Been reading, got questions.

qwerty_faceqwerty_face Member Posts: 32 ■■□□□□□□□□
Hi all,

I was reading Yeung and Wong's Network Infrastructure Security (2009) earlier on, specifically the introductory chapter. I found the discussion on the structure of the internet interesting. It has left me with some questions that I have previously wondered about but not up until now sought answers for.

Before I continue, do I have the following correct?
  • ISP's own a network to which they allow access as a service [to clients]. Am I correct then by saying that you buy into their LAN?
  • ISP's have Points of Presence (POPs) around the country. These POPs are networked via a low latency, high speed back-bone, i.e. fibre. When you sign up for internet service, you connect through the ISP's POP in your area. Correct?
  • To reach a machine (server or client) that uses a connection with a different ISP an Internet Exchange Point (IXP, or Network Access Point (NAP)) makes this possible.

So you have:

Client** -> POP (which is owned by an ISP) -> IXP.
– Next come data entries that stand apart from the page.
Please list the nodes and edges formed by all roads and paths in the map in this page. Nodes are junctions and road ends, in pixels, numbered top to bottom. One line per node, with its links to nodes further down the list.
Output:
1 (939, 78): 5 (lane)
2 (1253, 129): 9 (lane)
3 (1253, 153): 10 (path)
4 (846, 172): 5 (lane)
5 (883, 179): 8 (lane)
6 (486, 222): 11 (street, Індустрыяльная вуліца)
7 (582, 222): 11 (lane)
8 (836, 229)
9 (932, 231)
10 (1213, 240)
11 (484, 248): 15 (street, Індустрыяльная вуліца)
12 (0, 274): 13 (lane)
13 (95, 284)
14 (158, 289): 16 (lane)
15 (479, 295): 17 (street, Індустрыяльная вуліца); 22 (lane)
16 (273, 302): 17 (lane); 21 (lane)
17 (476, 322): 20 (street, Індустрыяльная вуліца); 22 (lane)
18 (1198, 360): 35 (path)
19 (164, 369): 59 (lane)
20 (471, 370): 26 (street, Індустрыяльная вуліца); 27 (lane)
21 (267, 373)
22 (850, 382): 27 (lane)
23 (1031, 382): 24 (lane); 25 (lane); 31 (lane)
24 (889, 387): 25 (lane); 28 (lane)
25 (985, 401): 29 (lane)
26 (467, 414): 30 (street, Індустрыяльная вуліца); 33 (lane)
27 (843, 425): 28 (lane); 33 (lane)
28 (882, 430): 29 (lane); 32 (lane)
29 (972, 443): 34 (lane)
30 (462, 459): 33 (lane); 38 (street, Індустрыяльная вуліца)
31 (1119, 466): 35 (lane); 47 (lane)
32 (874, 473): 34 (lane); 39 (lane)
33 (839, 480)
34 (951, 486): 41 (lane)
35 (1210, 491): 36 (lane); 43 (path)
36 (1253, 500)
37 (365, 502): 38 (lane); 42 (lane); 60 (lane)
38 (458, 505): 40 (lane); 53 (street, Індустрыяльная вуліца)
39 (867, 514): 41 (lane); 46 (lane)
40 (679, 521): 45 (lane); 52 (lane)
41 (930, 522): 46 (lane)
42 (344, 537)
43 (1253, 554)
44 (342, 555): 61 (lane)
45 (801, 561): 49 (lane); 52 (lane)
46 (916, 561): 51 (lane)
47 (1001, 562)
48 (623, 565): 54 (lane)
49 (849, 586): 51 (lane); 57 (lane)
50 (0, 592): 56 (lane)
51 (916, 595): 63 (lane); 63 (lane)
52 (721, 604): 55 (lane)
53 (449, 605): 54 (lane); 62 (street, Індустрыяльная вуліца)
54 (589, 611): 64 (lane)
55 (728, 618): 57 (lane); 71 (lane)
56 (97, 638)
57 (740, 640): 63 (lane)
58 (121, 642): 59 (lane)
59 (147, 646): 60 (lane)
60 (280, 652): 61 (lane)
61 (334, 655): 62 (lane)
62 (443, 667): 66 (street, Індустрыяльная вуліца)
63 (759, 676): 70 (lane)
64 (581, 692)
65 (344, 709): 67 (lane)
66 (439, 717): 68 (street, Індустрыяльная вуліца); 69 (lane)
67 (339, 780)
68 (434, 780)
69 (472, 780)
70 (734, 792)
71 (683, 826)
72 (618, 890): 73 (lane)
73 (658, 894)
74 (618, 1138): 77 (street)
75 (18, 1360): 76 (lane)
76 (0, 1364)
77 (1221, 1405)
**be it a business or single person.

Examples of IXPs are listed at: European Internet Exchange Association (Euro-IX)

My questions are:
  1. Let's say that business-A has the basic, stock requirements for a LAN, i.e. a couple of switches, perhaps a handful of routers, some servers, a firewall (by the way I am still learning the ropes here!). In terms of the technology, what is it that would differentiate business-A's hardware to say the ISP's side? Just more intermediary devices of higher spec (and price)? What specifically?
  2. What technologies do POPs use?
  3. What form does a POP take? What is it?
  4. What technology is behind an IXP?
  5. What form does an IXP take? I know that LINX (https://www.linx.net/) at London Docklands is an IXP, but apart from the look of the building it tells me nothing of the form.
  6. Yeung & Wong generalise ISP's as: "a kind of network" (p. 3). What do you think they mean when they say a kind of network?
  7. Where does a MAN and GAN fit into this?
  8. Where do data centres come into the mix? What are the types of D/C's, e.g. I know that a global organisation may build their own D/C to house its own servers, but do some D/C's house POPs?
  9. In terms of the data centre industry, what is "colocation"?
  10. Again, in the D/C industry what is a "carrier"? And what does "carrier neutral" mean exactly?
  11. What is an Access Level, National and I'national ISP? What differentiates them (i.e. in technology, form, business)? Where do the terms tier 1, 2, and 3 ISP's fit into this?
  12. Where do the following companies fit:-
    • British Telecom (tier 1 ISP? I'national ISP?)
    • AT&T (I'national ISP?)
    • Verizon
    • TalkTalk (National ISP? Tier 2?)
    • Virgin Media
    • Zen Internet (Access Level ISP? Tier 3?)
    • Plusnet (Access Level ISP?)
    • Level 3 Communications (I'national, tier 1 ISP?)
    • Interoute Communications (I'national, tier 1 ISP?)
    • Tinet (I'national, tier 1 ISP?)

Many thanks for your input in advance.